What do Barack Obama (D.-Ill.) and Chris Dodd (D.-Conn.) have in common besides being U.S. senators? Both received discount, backdoor mortgages because of their elite titles and may be on a presidential ticket together.
Dodd told reporters Obama’s presidential campaign approached him for “vetting papers” ---news sure to be a blow to their fellow senator and former Democratic presidential contender Hillary Clinton (D.-N.Y.).
Howard Wolfson, former Clinton chief strategist, said Obama was not making similar inquiries to Clinton “as far as I know” on Fox News Thursday, a day after Obama “forgot” to ask his donors to help Clinton pay off her multi-million dollars’ worth of campaign debts at a joint event with her.
Obama’s decision to approach Dodd presents some difficulties aside from the fallout Obama could face from passionate Clinton supporters who would like to see her become his vice president.
Rumors of an Obama-Dodd ticket highlight a recent controversy with Obama’s former vice presidential “vetter” and Fannie Mae Chairman Jim Johnson. Johnson was ousted from Obama’s inner circle after it was discovered he received a discount mortgage from Countrywide. Shortly after Johnson lost his slot, Portfolio magazine found Dodd also got a sweetheart mortgage from Countrywide raising questions about his bill to extend up to $300 billion on tax dollars to purchase failed mortgages from the housing industry. If passed into law, Countrywide would be the primary beneficiary of the money as the company is the largest mortgage provider in the nation
On July 2, Obama acknowledged he too received a discount home loan, known as a “super, super jumbo” from the bank Northern Trust for $1.32 million. The Washington Post reported the loan, obtained in 2005, financed a new Obama compound that came with “six bedrooms, four fireplaces, a four-car garage and 5 1/2 baths, including a double steam shower and a marble powder room” as well “a wine cellar, a music room, a library, a solarium, beveled glass doors and a granite-floored kitchen.”

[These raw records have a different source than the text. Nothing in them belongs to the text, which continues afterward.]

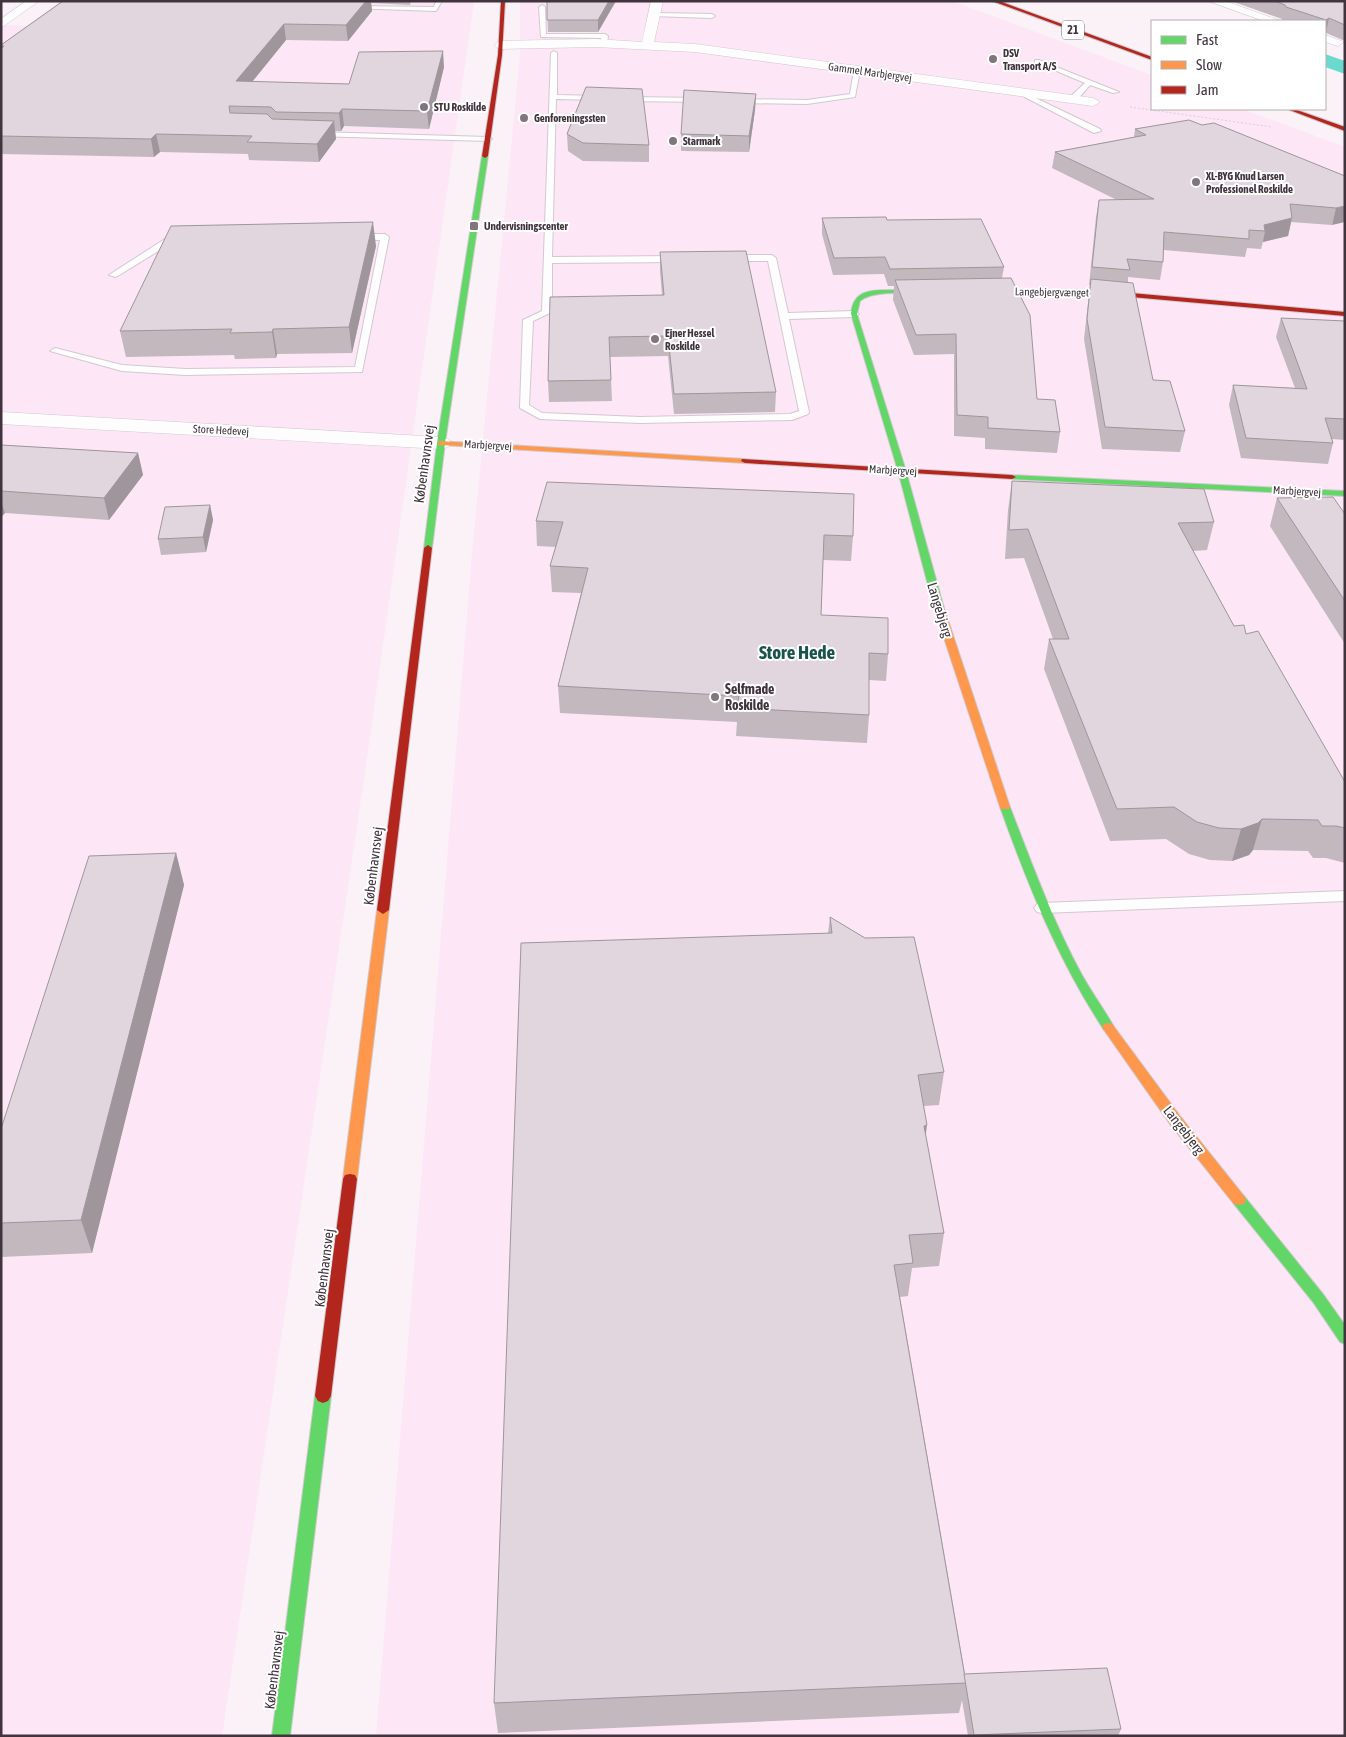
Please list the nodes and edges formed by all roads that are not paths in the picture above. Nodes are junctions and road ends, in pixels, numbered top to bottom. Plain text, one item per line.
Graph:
1 (34, 1) edge
2 (439, 1) edge
3 (503, 1) edge
4 (657, 1) edge
5 (994, 1) edge
6 (1213, 1) edge
7 (341, 7) edge
8 (542, 7) dead end
9 (654, 16) junction
10 (712, 16) dead end
11 (1272, 20) edge
12 (1, 25) edge
13 (1326, 38) edge
14 (1341, 43) edge
15 (604, 44) junction
16 (500, 45) junction
17 (647, 45) junction
18 (554, 53) dead end
19 (1151, 59) edge
20 (1037, 62) dead end
21 (857, 70) junction
22 (1089, 82) junction
23 (1019, 92) junction
24 (1115, 92) dead end
25 (553, 97) junction
26 (1073, 99) junction
27 (710, 100) edge
28 (729, 100) edge
29 (1093, 102) road end
30 (1293, 110) edge
31 (1345, 128) edge
32 (1097, 131) dead end
33 (304, 134) edge
34 (488, 139) junction
35 (346, 237) edge
36 (191, 239) edge
37 (694, 258) edge
38 (714, 258) edge
39 (548, 260) junction
40 (112, 274) dead end
41 (970, 291) edge
42 (940, 292) edge
43 (854, 310) junction
44 (1345, 314) edge
45 (784, 316) junction
46 (55, 351) dead end
47 (1, 418) edge
48 (440, 443) junction
49 (902, 471) junction
50 (1345, 494) edge
51 (1345, 896) edge
52 (1042, 908) junction
53 (1345, 1338) edge
54 (281, 1736) edge

1 - 12 street
2 - 7 lane
3 - 16 main road, Københavnsvej
4 - 9 street
5 - 19 main road, 21
6 - 11 street
8 - 15 lane
9 - 10 lane
9 - 17 street
13 - 14 street
15 - 16 street, Gammel Marbjergvej
15 - 17 street, Gammel Marbjergvej
16 - 34 main road, Københavnsvej
17 - 21 street, Gammel Marbjergvej
18 - 25 lane
20 - 22 lane
21 - 23 street, Gammel Marbjergvej
21 - 28 lane
22 - 24 lane
22 - 26 lane
23 - 26 street, Gammel Marbjergvej
23 - 32 lane
25 - 27 lane
25 - 39 lane
26 - 29 street, Gammel Marbjergvej
30 - 31 main road
33 - 34 lane
34 - 48 main road, Københavnsvej
35 - 46 lane
36 - 40 lane
37 - 39 lane
38 - 45 lane
39 - 45 lane
41 - 44 main road, Langebjergvænget
42 - 43 main road
43 - 45 lane
43 - 49 main road, Langebjerg
47 - 48 street, Store Hedevej
48 - 49 main road, Marbjergvej
48 - 54 main road, Københavnsvej
49 - 50 main road, Marbjergvej
49 - 52 main road, Langebjerg
51 - 52 lane
52 - 53 main road, Langebjerg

The discounted rate Obama received from Northern Trust was worth approximately $300 a month. Judicial Watch, a conservative leaning legal advocacy group, has since filed complaints about Obama’s mortgage loan with the Federal Elections Commission and the Senate Ethics Committee.
"It appears that due to his position as a United States Senator, Barack Obama received improper special treatment from Northern Trust resulting in an illicit 'gift' which has a value of almost $125,000 in interest savings," Judicial Watch wrote in its U.S. Senate ethics complaint.
Obama’s home finances are also closely connected to his longtime friend and Chicago insider Antonin “Tony” Rezko--- a man Clinton called a “slumlord” during a Democratic presidential debate. The same day Obama bought his new home, Rezko’s wife, Rita, purchased land next to Obama’s home for $625,000. She later sold part of it to the Obamas for $104,500, which had the effect of making their yard bigger.
A federal jury found Rezko guilty on 16 of 24 charges of corruption for extortion, mail and wire fraud, bribery and money laundering last month.
Lingering questions about Obama’s personal finances haven’t caused any severe damage to his polling, but it does appear to be causing Dodd problems. A July 1 Quinnipiac survey found Dodd’s approval ratings sunk nine points since last year from 60 percent to 51 percent, his lowest ever approval ratings. The survey also found 62 percent had read or heard “a lot” or “some” about the special treatment Dodd received from Countrywide on his mortgages. 59 percent said “the matter deserves more investigation.”
"Sen. Christopher Dodd's job approval is lukewarm at best, especially given his 28 years of service in the U.S. Senate, the longest in Connecticut history," said Quinnipiac University Poll Director Douglas Schwartz, Ph.D. "This probably is a combination of his unsuccessful presidential bid and the mortgage scandal."